Installation (GPU)¶
Note
Python users may install the cuFINUFFT package using pip install cufinufft
, which contains binary wheels compiled against CUDA 10.2 on Linux. If these requirements do not work for your use case, please see the detailed instructions below.
The GPU version of FINUFFT is called cuFINUFFT and uses CUDA kernels to speed up the calculation of the NUDFT on the GPU. It is currently being tested on the Linux platform, but you should be able to adapt the instructions below to work on other platforms, such as Windows and macOS.
CMake installation¶
To automate the installation process, we use cmake
. To use this, run
mkdir build
cd build
cmake -D FINUFFT_USE_CUDA=ON ..
cmake --build .
Note that for this to work, you must have the Nvidia CUDA toolchain installed (such as the nvcc
compiler, among others). To speed up the compilation, you can also add the -j
flag to cmake --build .
to specify the number of cores to use.
In order to configure cuFINUFFT for a specific compute capability, use the CMAKE_CUDA_ARCHITECTURES
flag. For example, to compile for compute capability 8.0 (supported by Nvidia A100), run
cmake -D FINUFFT_USE_CUDA=ON CMAKE_CUDA_ARCHITECTURES=80 .
The libcufinufft.so
(along with libfinufft.so
) will now be present in your build
directory.
Testing¶
To test your cuFINUFFT package, configure it with the BUILD_TESTING
and FINUFFT_BUILD_TESTS
flags set to ON
. In other words, run
cmake -D FINUFFT_USE_CUDA=ON -D BUILD_TESTING=ON -D FINUFFT_BUILD_TESTS=ON ..
Then after compiling with cmake --build .
, you execute the tests using
cmake --build . -t test
Note that these tests only checks if the compiled code executes – it does not verify accuracy (i.e., whether the code executes correctly).
Python interface¶
In addition to the C interface, cuFINUFFT also comes with a Python interface. As mentioned above, this can be most easily installed by running pip install cufinufft
, but it can also be installed from source. The Python interface code is located in the cupython
subdirectory, so to install it, you run
cd cupython
LD_LIBRARY_PATH="../build" LIBRARY_PATH="../build" pip install .

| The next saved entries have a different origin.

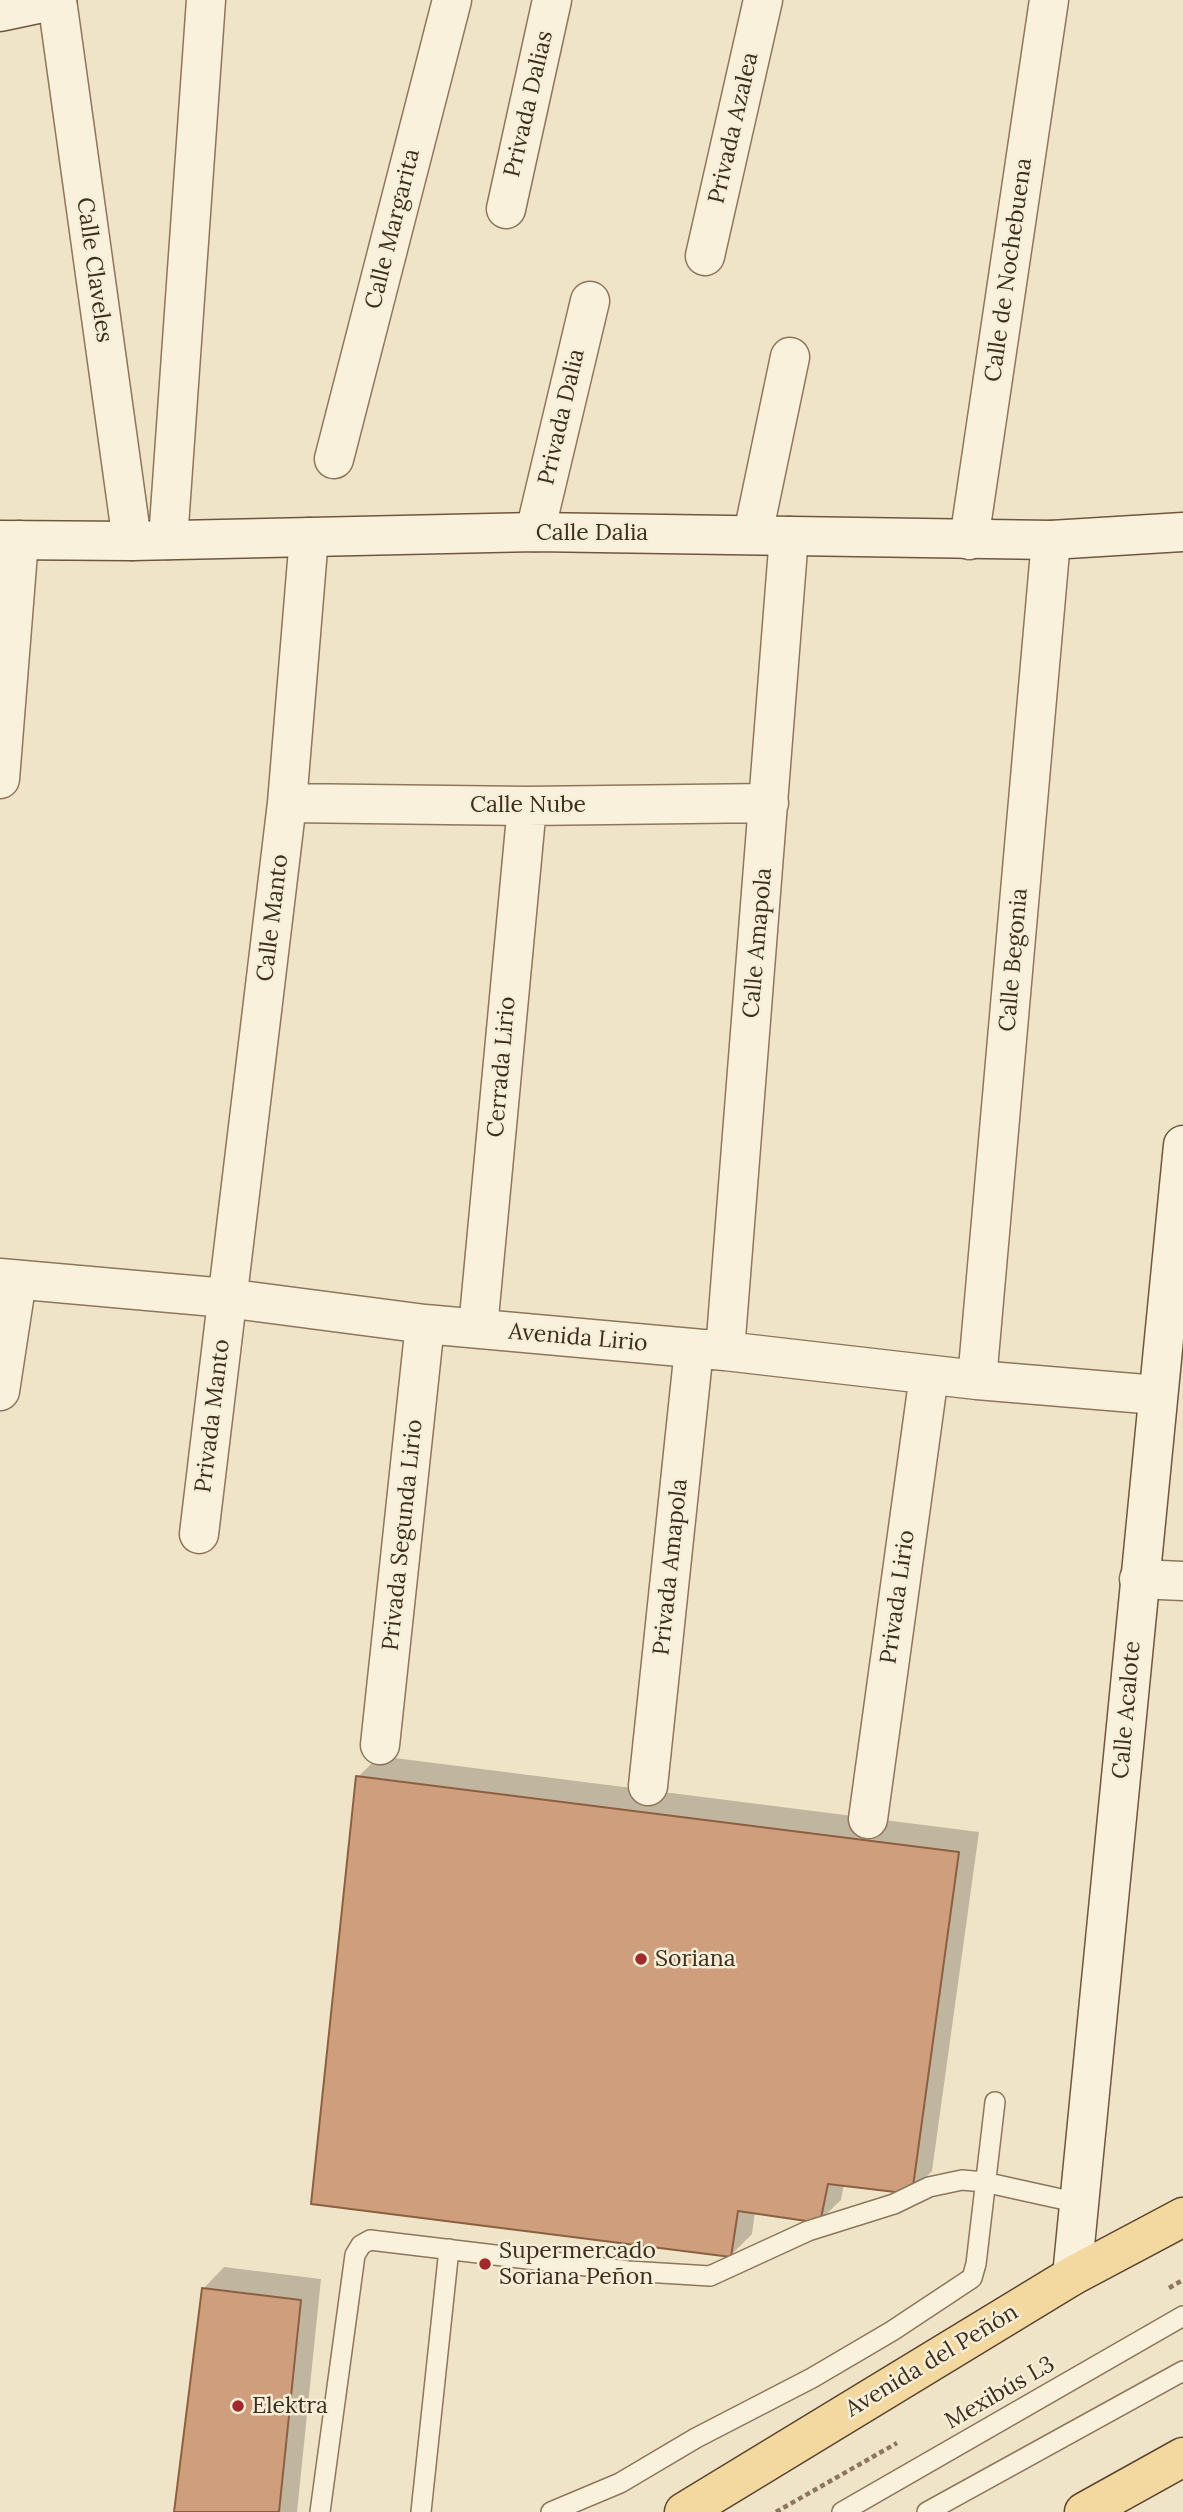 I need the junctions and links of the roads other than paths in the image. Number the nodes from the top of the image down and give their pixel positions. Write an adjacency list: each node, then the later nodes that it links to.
1 (57, 0): 7 (street); 20 (street, Calle Claveles)
2 (206, 0): 20 (street)
3 (452, 0): 12 (street, Calle Margarita)
4 (552, 0): 8 (street, Privada Dalias)
5 (763, 0): 9 (street, Privada Azalea)
6 (1049, 0): 18 (street, Calle de Nochebuena)
7 (0, 12)
8 (506, 209)
9 (705, 256)
10 (590, 301): 13 (street, Privada Dalia)
11 (790, 357): 15 (street)
12 (334, 459)
13 (535, 532): 15 (street, Calle Dalia); 16 (street, Calle Dalia)
14 (1183, 532): 19 (street, Calle Dalia)
15 (771, 535): 18 (street, Calle Dalia); 23 (street, Calle Amapola)
16 (309, 537): 20 (street, Calle Dalia); 22 (street, Calle Manto)
17 (10, 540): 20 (street, Calle Dalia); 21 (street)
18 (969, 540): 19 (street, Calle Dalia)
19 (1051, 540): 32 (street, Calle Begonia)
20 (150, 541)
21 (0, 779)
22 (287, 803): 24 (street, Calle Nube); 27 (street, Calle Manto)
23 (769, 803): 24 (street, Calle Nube); 30 (street, Calle Amapola)
24 (527, 806): 29 (street, Cerrada Lirio)
25 (1183, 1145): 34 (street, Calle Acalote)
26 (8, 1279): 27 (street, Avenida Lirio); 33 (street)
27 (226, 1298): 28 (street, Avenida Lirio); 35 (street, Privada Manto)
28 (425, 1324): 29 (street, Avenida Lirio); 38 (street, Privada Segunda Lirio)
29 (478, 1328): 30 (street, Avenida Lirio)
30 (709, 1350): 31 (street, Avenida Lirio); 39 (street, Privada Amapola)
31 (929, 1375): 32 (street, Avenida Lirio); 40 (street, Privada Lirio)
32 (977, 1380): 34 (street, Avenida Lirio)
33 (0, 1391)
34 (1157, 1395): 36 (street, Calle Acalote)
35 (199, 1534)
36 (1139, 1579): 37 (street); 43 (street, Calle Acalote)
37 (1183, 1581)
38 (380, 1745)
39 (648, 1786)
40 (868, 1819)
41 (995, 2102): 42 (lane)
42 (984, 2182): 43 (lane); 45 (lane); 53 (lane)
43 (1079, 2203): 46 (street, Calle Acalote)
44 (1183, 2217): 46 (main road, Avenida del Peñón)
45 (449, 2249): 51 (lane); 52 (lane)
46 (1072, 2276): 54 (main road, Avenida del Peñón)
47 (1183, 2316): 55 (lane, Mexibús L3)
48 (1183, 2371): 56 (lane)
49 (1183, 2457): 50 (main road)
50 (1119, 2502): 57 (main road)
51 (320, 2512)
52 (421, 2512)
53 (551, 2512)
54 (684, 2512)
55 (842, 2512)
56 (927, 2512)
57 (1084, 2512)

Note that the LD_LIBRARY_PATH
and LIBRARY_PATH
environment variables must be set for the Python interpreter to find libcufinufft.so
(assuming it has not been installed in the appropriate system directory).
Assuming pytest
is installed (otherwise, just run pip install pytest
), you can now test the installation by running
LD_LIBRARY_PATH="../build" pytest
Again, LD_LIBRARY_PATH
must be set in order for the interpreter to find the shared library. This applies to any invocation of the Python interpreter when using the cufinufft
package. (LIBRARY_PATH
is no longer necessary since there is no compilation at this stage.) In contrast to the C interface tests, these check for correctness, so a successful test run signifies that the library is working correctly.